A basic skill for robots working in a human environment is to interact with object. This frequently requires them to deal with object they have not encountered before, i.e. which are completely unknown to them. To this end, they need to learn about these new objects, e.g. how they look, so they can later be recognized when they are encountered again. Other interesting properties are shape and weight which are particularly relevant for manipulation.
The task of learning the visual appearance of a new object for later recognition comprises two aspects. Obviously, it is necessary to generate a visual descriptor that allows unambiguous and efficient recognition of the object in camera images. But to create such a descriptor for an unknown object, it is first necessary to segment this object from its environment in the camera images of the robot. This is particularly difficult if both the object and its surroundings are unknown, or when there are several unknown objects standing next to each other.

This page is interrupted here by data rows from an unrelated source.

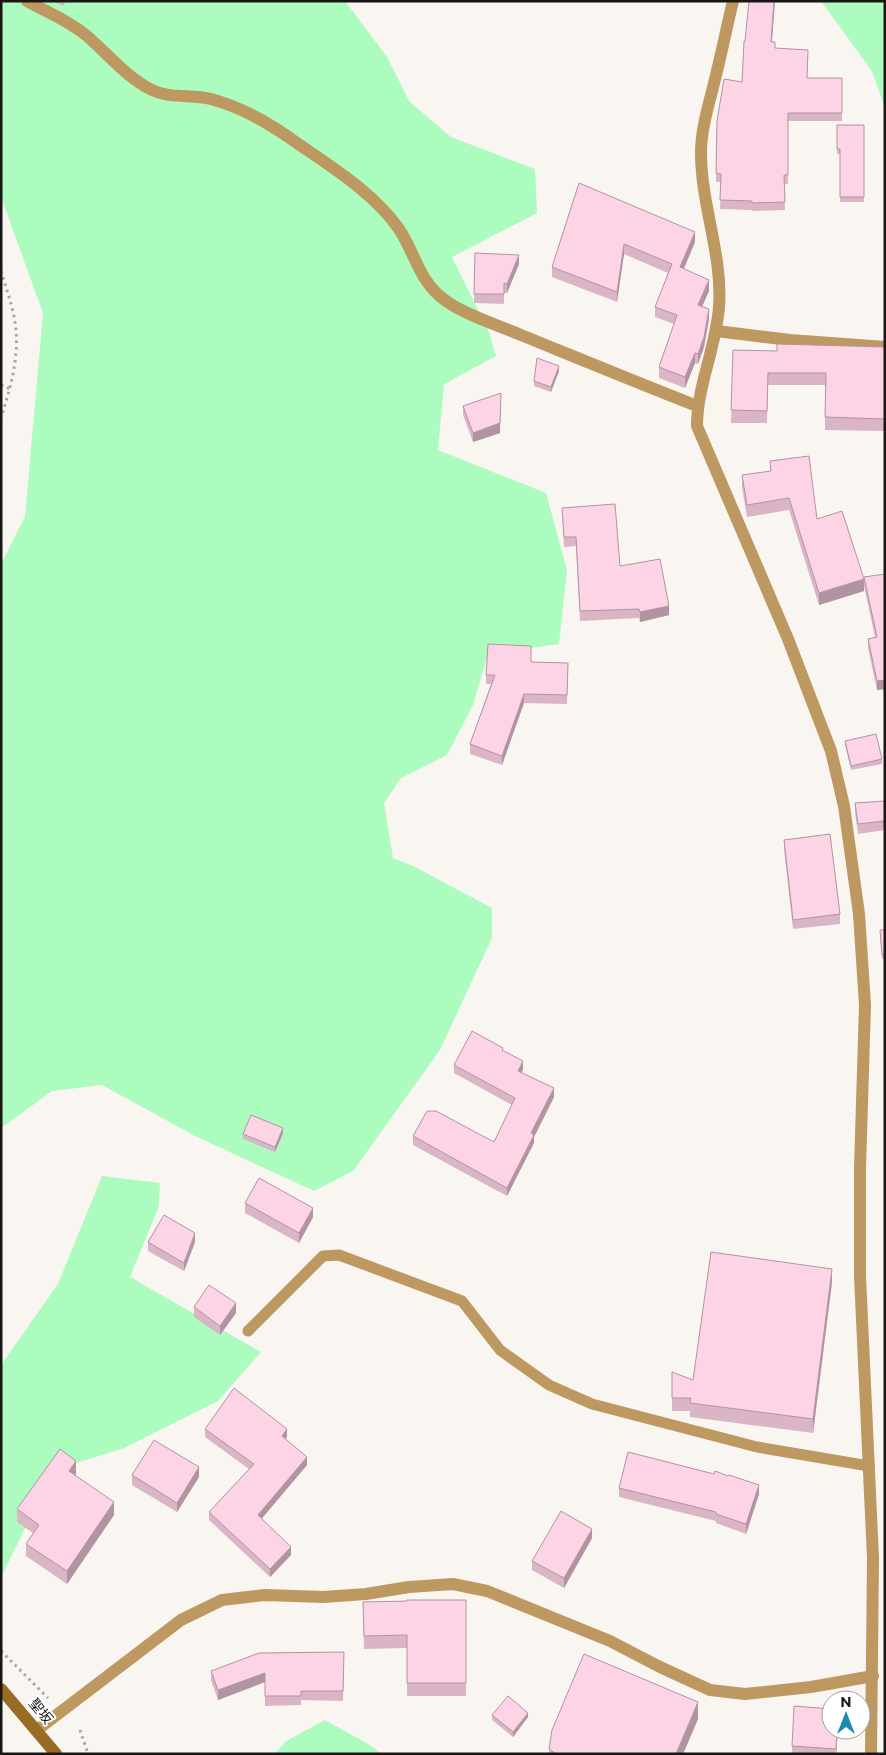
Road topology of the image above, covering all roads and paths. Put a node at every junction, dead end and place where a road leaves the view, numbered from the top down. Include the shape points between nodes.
1 (27, 1) edge
2 (733, 1) edge
3 (1, 271) edge
4 (716, 332) junction
5 (885, 347) edge
6 (1, 384) edge
7 (10, 389) junction
8 (698, 406) junction
9 (1, 418) edge
10 (248, 1331) dead end
11 (869, 1466) junction
12 (1, 1650) edge
13 (877, 1683) edge
14 (1, 1690) edge
15 (51, 1700) dead end
16 (36, 1730) junction
17 (80, 1730) dead end
18 (56, 1754) edge
19 (88, 1754) edge
20 (871, 1754) edge

1 - 8 street via 67,21 136,81 154,91 210,98 254,116 296,142 374,199 400,230 421,275 441,297 469,313
2 - 4 street via 701,152 703,186 718,278
3 - 7 path via 14,313 16,363
4 - 5 street
4 - 8 street
6 - 7 path
7 - 9 path
8 - 11 street via 698,426 788,639 831,751 844,806 859,914 865,1005 860,1276
10 - 11 lane via 324,1256 339,1255 462,1301 500,1350 549,1385 592,1404 757,1447
11 - 13 street
12 - 15 path
13 - 16 street via 744,1694 710,1690 610,1641 487,1591 453,1584 324,1597 265,1595 222,1600 181,1620
13 - 20 street
14 - 16 street, 聖坂
16 - 18 street, 聖坂
17 - 19 path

We have come to the conclusion that the task of object segmentation can, in general, not be solved by purely passive observation. Therefore we propose to let the robot physically interact with the object. Inducing motion to it eliminates visual ambiguities and allows a clear and reliable segmentation. Based on the segmented object, visual descriptions can be elarned. Moving the object also reveils different sides of it, which allows the creation of visual multi-view descriptions.
Having segmented (and thereby localized) an unknown object, the robot can also grasp it. Most classical grasp planners require a complete and acurate 3D model of the object, which we usually do not have in reality, especially in the case of an unknown object. Instead, we develop reactive grasping approaches based on tactile and force sensor feedback from the robot hand.